Just then Elizabeth heard the key turn in the lock, then the door being opened. She turned just in time to see Paul enter the house.
"Work was slow, so the boss sent us home early," he said. "Hey, what's wrong?"
"Tweety died, Daddy!" Laura sobbed, running to her father, who picked her up and held her close.
"We were gonna have a funeral for him," said Max.
"That sounds like a good idea," Paul told his son.
Elizabeth found a box a pair of earrings had come in to put the tiny body in, and Paul led his family into the back yard, where he dug a shallow grave in which to bury it.
"We have come here today to pay our last respects to Tweety," he began. "He was a good bird, and he's gone to his reward. We will miss him, but we take comfort in knowing he's safe in the hands of God."
Paul started to walk away, but Laura grabbed his arm.
"We have to sing, Daddy!"
Paul began to sing, and the others joined in. "All things bright and beautiful, all creatures great and small. All things wise and wonderful, the Lord God made them all."
With a grin, Laura skipped happily off to play.
One morning, Elizabeth told Max he wasn't going to school that day.
"Why not?" he asked.
"I'm taking you and Laura to the health department," his mother replied. "You know how Ginny walks with a limp? That' because she got polio when she was younger. There's a new shot that just came out that will keep you and Laura from getting polio like she did."
Laura's eyes grew wide. "Will it hurt?"
"It'll just be a little stick, like when you prick your finger with a needle," Elizabeth told her.
Laura scowled. "I hate needles!"
"It'll be over with really fast," said Max. "I'll hold your hand so you won't be scared."
Paul had ridden to work with a friend that morning so Elizabeth could use the car to take the children to the health department. She had to drive downtown, which took almost an hour. By the time they got there, Laura had fallen asleep, slumped up against the window on her side of the back seat, and Elizabeth had to shake her awake.
Max and Laura held hands as they followed their mother into the long, white building. Elizabeth walked to the counter, behind which sat a smiling young woman with curly brown hair and brown eyes.
"I've brought Max and Laura Brimmer for their polio vaccinations," Elizabeth told the woman, who handed her a clip board to sign.
The two children sat looking at magazines in the waiting room until a nurse called them and then led them down a hallway to a small room.
As the nurse swabbed Laura's arm with alcohol, the little girl primped up the cry. "I'm scared!" she wailed.
"I'll hold your hand," Max offered.
"Close your eyes and think about something happy," the nurse suggested.
Laura squeezed her eyes shut as the needle pricked her skin.
"There, now, it's all over!" the nurse said.
Laura's eyes popped open. "That didn't hurt at all!"
After Max received his vaccination, Elizabeth took the children to a nearby drugstore for milk shakes.
The children were watching from the living room window when Paul was dropped off that evening, and they raced to open the door for their father.

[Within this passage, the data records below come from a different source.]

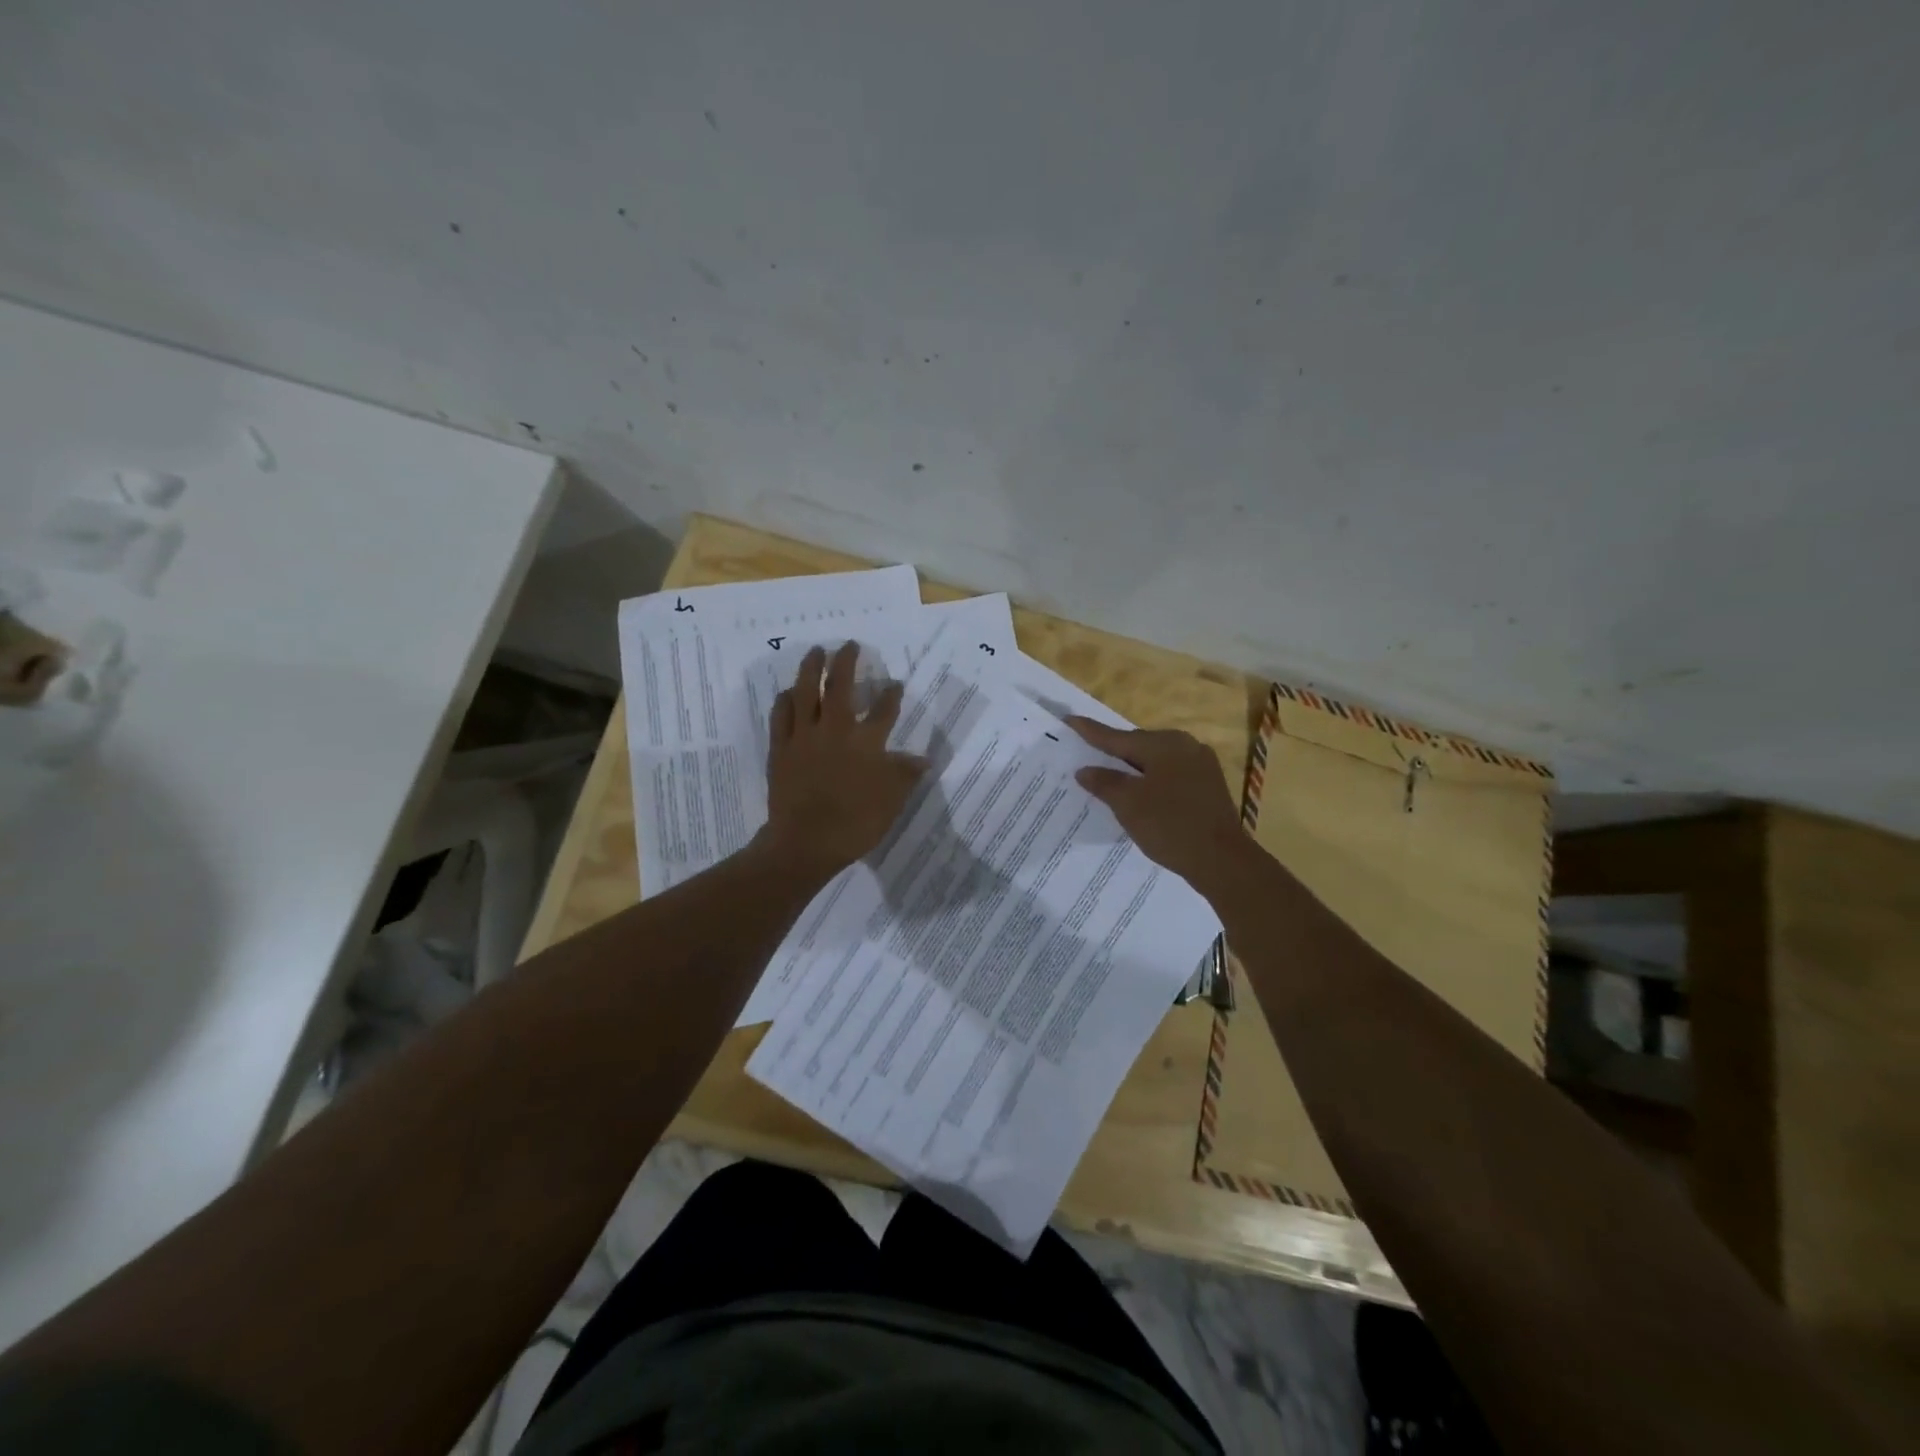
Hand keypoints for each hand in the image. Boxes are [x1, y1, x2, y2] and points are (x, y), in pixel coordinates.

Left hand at [760, 642, 928, 878]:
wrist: (805, 842)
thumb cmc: (855, 822)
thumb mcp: (892, 801)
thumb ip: (906, 775)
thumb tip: (923, 759)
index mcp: (866, 742)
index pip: (883, 710)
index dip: (891, 695)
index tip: (895, 683)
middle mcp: (835, 730)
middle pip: (840, 687)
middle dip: (846, 662)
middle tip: (849, 645)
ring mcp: (804, 737)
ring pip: (805, 693)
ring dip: (811, 669)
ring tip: (815, 651)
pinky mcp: (780, 749)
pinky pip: (781, 716)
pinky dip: (785, 700)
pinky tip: (788, 692)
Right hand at [1066, 717, 1247, 883]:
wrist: (1222, 860)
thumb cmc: (1169, 826)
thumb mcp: (1128, 804)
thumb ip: (1104, 782)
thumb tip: (1085, 770)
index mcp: (1164, 744)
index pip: (1118, 737)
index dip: (1091, 732)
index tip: (1070, 720)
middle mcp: (1186, 746)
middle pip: (1139, 745)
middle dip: (1114, 752)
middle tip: (1088, 753)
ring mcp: (1201, 765)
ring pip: (1157, 761)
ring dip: (1134, 769)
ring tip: (1111, 777)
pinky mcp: (1209, 786)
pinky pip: (1171, 775)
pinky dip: (1152, 781)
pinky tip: (1141, 794)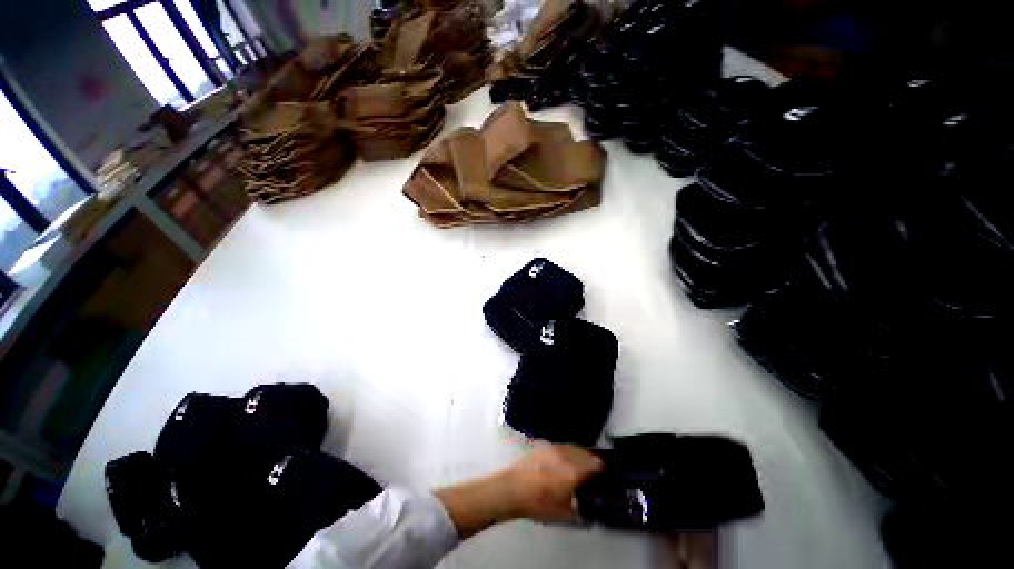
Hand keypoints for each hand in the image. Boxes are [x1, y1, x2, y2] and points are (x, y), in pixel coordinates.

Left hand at [504, 442, 604, 522]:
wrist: (513, 488)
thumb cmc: (539, 503)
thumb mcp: (564, 514)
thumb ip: (581, 510)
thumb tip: (588, 508)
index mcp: (574, 471)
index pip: (596, 464)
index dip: (602, 470)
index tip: (602, 476)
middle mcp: (566, 455)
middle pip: (586, 453)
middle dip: (591, 461)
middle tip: (593, 471)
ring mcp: (554, 448)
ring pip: (574, 447)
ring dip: (580, 454)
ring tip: (580, 464)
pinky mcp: (544, 445)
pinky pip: (562, 446)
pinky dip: (568, 451)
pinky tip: (563, 460)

"Hey!" Paul ruffled Max's hair, hugged Laura, and kissed Elizabeth's lips. "How did everything go?"
"Everything went fine," Elizabeth told him.
"Laura was scared, but I held her hand and she was OK," Max told his father.
"We got milkshakes after the shots!" Laura added. "I had strawberry and Max had chocolate!"
"I'm so glad everything turned out all right," said Paul.
That night, Elizabeth snuggled up in her husband's arms. "I remember when my Mama got polio, when I was just a little girl," she said. "All of us were so scared she'd never walk again, but John-Boy tried some new treatments on her, and she got better."
"With these new shots, that will soon be a thing of the past, thank God," Paul replied.